**TASK REQUIREMENTS**
When the string "Mérida" is part of a line below, that line should be copied.

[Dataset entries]
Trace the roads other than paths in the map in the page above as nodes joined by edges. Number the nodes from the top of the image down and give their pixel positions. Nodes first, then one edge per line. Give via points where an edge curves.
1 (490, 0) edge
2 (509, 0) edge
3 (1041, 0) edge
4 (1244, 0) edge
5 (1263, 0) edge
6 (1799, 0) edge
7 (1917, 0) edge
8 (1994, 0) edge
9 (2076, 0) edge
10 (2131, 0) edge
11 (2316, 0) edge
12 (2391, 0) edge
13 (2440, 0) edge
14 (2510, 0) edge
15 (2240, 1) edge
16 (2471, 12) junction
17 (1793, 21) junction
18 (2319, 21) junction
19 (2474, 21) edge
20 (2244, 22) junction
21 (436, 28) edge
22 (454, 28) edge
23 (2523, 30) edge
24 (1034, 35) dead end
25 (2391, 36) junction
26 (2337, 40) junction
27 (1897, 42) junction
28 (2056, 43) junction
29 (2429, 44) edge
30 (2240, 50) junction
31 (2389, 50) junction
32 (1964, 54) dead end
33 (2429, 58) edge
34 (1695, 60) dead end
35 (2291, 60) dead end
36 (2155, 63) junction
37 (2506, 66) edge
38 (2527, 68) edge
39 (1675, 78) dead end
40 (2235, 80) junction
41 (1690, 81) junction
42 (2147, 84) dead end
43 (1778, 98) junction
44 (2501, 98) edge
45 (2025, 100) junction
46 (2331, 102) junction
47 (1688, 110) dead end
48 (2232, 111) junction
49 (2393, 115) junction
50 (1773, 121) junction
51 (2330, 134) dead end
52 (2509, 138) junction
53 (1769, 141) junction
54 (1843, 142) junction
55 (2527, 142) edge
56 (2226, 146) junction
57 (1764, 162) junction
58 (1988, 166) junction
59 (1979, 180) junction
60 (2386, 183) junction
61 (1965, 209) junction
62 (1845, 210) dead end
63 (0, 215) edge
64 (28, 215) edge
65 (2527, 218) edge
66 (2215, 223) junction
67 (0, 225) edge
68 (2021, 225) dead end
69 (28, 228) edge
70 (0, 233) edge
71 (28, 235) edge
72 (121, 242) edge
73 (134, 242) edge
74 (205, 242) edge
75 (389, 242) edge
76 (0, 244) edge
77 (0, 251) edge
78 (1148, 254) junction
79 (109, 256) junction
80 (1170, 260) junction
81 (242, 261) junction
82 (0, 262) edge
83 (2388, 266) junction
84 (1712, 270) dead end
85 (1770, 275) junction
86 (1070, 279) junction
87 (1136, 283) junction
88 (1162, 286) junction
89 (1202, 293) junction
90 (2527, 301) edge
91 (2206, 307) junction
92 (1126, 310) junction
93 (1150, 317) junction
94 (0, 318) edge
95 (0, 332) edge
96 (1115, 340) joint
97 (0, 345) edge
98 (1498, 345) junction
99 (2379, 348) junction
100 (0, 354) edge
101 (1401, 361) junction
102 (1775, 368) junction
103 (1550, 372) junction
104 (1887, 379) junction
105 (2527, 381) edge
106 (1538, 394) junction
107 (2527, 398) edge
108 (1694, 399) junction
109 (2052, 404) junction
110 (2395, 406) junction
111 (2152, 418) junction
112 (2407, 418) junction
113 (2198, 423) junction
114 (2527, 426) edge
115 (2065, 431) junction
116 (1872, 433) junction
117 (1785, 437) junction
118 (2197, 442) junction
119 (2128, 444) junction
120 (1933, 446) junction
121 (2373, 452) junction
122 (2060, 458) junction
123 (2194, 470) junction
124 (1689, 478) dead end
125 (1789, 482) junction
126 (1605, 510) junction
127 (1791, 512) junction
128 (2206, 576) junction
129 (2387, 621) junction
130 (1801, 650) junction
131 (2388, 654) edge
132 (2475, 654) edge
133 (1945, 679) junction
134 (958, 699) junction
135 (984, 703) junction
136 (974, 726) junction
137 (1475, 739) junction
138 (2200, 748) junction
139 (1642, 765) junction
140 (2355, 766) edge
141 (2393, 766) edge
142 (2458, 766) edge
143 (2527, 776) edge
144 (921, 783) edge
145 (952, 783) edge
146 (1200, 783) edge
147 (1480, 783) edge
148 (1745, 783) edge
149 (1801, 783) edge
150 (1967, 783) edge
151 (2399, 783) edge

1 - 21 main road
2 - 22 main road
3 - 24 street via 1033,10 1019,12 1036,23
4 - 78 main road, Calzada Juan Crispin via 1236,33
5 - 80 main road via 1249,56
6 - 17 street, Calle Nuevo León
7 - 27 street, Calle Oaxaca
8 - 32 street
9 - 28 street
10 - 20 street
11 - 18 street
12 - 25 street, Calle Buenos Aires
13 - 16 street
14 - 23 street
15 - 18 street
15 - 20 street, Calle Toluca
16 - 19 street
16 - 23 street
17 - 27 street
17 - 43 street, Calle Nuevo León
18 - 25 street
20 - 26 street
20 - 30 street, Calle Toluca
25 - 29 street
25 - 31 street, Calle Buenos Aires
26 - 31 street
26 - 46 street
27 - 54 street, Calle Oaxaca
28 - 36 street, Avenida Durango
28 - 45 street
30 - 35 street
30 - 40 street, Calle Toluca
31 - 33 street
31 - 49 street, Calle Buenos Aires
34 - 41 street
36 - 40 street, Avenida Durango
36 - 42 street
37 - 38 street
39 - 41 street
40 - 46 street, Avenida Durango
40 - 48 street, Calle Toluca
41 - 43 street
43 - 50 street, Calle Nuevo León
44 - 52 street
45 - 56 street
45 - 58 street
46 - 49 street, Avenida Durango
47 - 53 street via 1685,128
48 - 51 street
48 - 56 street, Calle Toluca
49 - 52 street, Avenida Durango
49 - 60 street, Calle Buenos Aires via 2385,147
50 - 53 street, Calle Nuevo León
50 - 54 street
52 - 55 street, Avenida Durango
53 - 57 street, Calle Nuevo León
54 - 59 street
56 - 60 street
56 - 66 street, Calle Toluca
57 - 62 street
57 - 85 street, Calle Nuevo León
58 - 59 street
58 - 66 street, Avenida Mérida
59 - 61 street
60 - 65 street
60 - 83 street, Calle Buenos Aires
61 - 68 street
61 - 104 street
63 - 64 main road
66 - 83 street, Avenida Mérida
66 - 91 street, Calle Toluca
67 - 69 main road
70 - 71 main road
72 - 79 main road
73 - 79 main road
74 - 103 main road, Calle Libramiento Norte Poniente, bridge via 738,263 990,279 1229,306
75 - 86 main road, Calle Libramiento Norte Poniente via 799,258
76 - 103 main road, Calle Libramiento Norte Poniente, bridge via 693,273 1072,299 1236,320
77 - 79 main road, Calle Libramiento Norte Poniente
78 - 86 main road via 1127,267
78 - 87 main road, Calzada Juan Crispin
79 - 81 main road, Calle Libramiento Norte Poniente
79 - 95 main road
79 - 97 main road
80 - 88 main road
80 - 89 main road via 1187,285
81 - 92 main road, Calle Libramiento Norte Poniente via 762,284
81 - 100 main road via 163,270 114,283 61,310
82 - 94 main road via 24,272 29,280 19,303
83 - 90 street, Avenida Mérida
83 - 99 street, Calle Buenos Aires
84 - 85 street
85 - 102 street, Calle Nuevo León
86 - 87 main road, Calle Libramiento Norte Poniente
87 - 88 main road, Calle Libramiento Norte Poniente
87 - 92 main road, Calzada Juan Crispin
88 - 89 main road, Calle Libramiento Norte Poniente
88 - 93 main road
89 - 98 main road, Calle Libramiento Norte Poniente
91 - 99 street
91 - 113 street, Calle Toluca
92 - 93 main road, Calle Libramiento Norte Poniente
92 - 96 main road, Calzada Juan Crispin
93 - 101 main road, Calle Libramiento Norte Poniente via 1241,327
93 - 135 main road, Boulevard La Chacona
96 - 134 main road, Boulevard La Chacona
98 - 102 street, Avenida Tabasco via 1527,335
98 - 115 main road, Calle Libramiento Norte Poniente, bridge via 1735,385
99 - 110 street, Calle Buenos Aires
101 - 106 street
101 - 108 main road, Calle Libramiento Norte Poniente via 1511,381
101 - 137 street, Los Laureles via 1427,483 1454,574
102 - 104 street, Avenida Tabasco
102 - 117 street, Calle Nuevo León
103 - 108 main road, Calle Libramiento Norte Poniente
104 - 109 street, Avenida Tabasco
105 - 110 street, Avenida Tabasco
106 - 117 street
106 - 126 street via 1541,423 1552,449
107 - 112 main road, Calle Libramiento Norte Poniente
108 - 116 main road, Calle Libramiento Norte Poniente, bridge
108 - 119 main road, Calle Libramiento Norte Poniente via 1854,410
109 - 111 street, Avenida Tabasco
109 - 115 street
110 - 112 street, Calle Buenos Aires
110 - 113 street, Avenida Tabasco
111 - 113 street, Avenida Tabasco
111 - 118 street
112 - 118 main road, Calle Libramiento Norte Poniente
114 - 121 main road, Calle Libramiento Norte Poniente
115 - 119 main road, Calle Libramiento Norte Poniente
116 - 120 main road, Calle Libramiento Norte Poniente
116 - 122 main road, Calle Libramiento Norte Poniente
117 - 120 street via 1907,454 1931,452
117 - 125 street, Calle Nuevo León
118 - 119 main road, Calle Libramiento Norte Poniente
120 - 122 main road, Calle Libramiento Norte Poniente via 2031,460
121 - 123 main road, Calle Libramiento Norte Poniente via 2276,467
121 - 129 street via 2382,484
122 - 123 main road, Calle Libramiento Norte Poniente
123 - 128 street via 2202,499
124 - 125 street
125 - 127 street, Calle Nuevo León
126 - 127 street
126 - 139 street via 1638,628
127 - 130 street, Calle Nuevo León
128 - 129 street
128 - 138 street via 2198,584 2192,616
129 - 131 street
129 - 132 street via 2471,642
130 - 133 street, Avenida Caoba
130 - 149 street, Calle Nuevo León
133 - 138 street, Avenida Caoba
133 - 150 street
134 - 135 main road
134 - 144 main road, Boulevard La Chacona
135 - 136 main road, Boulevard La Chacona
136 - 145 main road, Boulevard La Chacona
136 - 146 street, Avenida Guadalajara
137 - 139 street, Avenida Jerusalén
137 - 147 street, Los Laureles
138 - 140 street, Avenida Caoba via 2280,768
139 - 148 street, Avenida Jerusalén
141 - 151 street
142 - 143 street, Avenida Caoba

**RESPONSE AREA**
58 - 66 street, Avenida Mérida
66 - 83 street, Avenida Mérida
83 - 90 street, Avenida Mérida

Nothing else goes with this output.